In the entries below, how many lines contain the string "Pandey"? State the number and nothing else.

━━━━━ INFORMATION SUPPLIED

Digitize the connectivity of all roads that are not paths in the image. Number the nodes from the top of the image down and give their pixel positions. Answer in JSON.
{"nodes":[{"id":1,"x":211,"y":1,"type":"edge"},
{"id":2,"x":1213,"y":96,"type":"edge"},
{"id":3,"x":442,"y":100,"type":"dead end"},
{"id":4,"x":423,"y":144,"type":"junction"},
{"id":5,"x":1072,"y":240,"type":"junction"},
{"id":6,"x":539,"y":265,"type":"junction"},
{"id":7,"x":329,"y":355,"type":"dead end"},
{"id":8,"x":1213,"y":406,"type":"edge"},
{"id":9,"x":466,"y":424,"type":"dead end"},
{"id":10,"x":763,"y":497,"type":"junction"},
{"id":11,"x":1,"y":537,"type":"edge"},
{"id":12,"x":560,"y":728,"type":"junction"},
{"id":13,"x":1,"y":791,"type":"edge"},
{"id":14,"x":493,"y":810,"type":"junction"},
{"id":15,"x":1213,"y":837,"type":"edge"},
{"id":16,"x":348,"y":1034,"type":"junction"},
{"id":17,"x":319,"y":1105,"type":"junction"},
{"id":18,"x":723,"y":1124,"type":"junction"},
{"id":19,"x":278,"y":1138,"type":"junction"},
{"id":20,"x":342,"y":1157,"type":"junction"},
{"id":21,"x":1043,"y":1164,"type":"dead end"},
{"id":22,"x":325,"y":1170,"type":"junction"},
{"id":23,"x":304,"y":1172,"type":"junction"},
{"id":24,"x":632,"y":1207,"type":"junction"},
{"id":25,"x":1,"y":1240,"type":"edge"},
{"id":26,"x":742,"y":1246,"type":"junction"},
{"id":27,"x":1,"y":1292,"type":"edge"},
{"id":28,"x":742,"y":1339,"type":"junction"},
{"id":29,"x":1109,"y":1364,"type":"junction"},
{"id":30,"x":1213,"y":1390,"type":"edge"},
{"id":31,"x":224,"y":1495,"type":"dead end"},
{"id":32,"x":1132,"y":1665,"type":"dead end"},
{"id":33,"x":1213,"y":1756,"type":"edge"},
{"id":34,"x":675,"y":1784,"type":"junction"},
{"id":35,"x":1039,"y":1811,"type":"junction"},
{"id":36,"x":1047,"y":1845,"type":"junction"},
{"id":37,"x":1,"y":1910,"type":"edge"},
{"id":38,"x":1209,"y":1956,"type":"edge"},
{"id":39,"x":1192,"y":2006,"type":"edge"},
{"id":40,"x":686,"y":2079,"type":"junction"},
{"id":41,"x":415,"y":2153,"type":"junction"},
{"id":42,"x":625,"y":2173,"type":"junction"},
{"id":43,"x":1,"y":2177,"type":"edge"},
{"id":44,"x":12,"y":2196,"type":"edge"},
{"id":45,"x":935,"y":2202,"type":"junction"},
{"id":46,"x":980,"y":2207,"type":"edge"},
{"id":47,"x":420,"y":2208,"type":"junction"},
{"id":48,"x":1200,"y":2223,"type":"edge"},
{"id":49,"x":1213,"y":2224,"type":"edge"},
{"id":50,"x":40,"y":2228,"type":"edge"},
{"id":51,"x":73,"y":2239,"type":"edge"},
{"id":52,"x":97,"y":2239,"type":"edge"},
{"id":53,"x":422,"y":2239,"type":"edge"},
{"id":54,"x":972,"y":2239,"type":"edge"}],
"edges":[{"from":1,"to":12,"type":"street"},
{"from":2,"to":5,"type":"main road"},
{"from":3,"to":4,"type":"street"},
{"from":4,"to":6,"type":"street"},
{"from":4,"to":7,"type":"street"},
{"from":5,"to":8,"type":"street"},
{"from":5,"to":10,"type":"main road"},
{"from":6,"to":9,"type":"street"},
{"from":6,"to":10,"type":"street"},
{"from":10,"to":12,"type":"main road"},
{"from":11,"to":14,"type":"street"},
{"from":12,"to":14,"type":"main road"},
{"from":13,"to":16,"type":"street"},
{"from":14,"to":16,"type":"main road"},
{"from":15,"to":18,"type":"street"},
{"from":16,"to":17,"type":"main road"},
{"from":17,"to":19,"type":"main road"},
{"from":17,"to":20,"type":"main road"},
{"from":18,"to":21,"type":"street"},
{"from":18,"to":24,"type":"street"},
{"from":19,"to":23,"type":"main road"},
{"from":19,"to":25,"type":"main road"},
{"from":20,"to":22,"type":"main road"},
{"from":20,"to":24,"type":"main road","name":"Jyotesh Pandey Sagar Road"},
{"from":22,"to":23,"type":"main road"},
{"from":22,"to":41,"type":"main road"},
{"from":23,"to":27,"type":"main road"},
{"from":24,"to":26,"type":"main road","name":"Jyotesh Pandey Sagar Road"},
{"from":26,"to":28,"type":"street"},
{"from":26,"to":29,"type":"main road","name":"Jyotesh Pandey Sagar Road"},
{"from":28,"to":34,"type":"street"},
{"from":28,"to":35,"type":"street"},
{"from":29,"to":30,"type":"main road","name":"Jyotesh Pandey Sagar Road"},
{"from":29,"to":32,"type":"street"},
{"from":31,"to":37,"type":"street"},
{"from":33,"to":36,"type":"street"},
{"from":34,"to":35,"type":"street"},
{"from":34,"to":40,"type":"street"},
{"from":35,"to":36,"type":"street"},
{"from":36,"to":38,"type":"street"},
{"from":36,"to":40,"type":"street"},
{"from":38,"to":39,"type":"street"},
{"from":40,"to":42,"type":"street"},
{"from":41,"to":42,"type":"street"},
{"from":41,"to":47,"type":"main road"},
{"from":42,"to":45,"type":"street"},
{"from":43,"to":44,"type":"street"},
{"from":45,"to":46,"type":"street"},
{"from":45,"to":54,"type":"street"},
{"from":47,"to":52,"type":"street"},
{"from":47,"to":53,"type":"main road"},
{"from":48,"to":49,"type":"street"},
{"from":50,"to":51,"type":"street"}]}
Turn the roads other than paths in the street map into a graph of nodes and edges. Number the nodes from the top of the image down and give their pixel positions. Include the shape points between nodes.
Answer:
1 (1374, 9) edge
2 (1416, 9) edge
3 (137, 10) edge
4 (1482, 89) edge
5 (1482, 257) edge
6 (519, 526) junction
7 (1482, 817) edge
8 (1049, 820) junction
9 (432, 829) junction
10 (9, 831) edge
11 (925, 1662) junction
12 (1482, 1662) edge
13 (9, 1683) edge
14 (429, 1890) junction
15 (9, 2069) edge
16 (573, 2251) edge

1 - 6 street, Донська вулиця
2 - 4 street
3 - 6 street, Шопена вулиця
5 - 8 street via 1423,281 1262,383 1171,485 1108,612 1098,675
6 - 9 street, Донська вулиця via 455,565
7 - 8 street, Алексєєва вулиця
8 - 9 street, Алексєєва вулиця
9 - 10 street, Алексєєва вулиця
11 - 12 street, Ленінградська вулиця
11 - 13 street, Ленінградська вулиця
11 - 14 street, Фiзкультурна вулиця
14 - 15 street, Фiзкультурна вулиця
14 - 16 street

━━━━━━━━━━

- [FINAL ANSWER]: 4